» **Records provided**:
──────────────────────────────
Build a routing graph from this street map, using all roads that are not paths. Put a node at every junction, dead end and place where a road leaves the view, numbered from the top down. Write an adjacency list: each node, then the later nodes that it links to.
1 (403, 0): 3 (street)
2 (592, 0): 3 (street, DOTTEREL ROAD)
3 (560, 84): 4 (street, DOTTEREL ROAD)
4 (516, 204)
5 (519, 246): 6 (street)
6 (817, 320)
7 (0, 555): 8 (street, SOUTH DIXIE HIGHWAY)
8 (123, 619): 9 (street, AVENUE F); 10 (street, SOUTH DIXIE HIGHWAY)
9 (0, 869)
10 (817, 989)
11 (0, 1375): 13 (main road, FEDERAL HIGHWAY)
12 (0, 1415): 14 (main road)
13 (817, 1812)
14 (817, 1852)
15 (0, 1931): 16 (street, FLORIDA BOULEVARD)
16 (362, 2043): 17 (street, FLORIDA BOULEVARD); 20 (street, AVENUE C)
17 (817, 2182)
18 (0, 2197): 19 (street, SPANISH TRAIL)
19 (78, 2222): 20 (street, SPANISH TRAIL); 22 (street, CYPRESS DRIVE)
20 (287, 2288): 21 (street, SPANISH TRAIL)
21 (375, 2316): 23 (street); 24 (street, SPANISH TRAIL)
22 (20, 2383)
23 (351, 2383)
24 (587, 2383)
──────────────────────────────
» **Exercise**: Exact copy required. Repeat the material above in full.

» **Response to this exercise**:
Build a routing graph from this street map, using all roads that are not paths. Put a node at every junction, dead end and place where a road leaves the view, numbered from the top down. Write an adjacency list: each node, then the later nodes that it links to.
1 (403, 0): 3 (street)
2 (592, 0): 3 (street, DOTTEREL ROAD)
3 (560, 84): 4 (street, DOTTEREL ROAD)
4 (516, 204)
5 (519, 246): 6 (street)
6 (817, 320)
7 (0, 555): 8 (street, SOUTH DIXIE HIGHWAY)
8 (123, 619): 9 (street, AVENUE F); 10 (street, SOUTH DIXIE HIGHWAY)
9 (0, 869)
10 (817, 989)
11 (0, 1375): 13 (main road, FEDERAL HIGHWAY)
12 (0, 1415): 14 (main road)
13 (817, 1812)
14 (817, 1852)
15 (0, 1931): 16 (street, FLORIDA BOULEVARD)
16 (362, 2043): 17 (street, FLORIDA BOULEVARD); 20 (street, AVENUE C)
17 (817, 2182)
18 (0, 2197): 19 (street, SPANISH TRAIL)
19 (78, 2222): 20 (street, SPANISH TRAIL); 22 (street, CYPRESS DRIVE)
20 (287, 2288): 21 (street, SPANISH TRAIL)
21 (375, 2316): 23 (street); 24 (street, SPANISH TRAIL)
22 (20, 2383)
23 (351, 2383)
24 (587, 2383)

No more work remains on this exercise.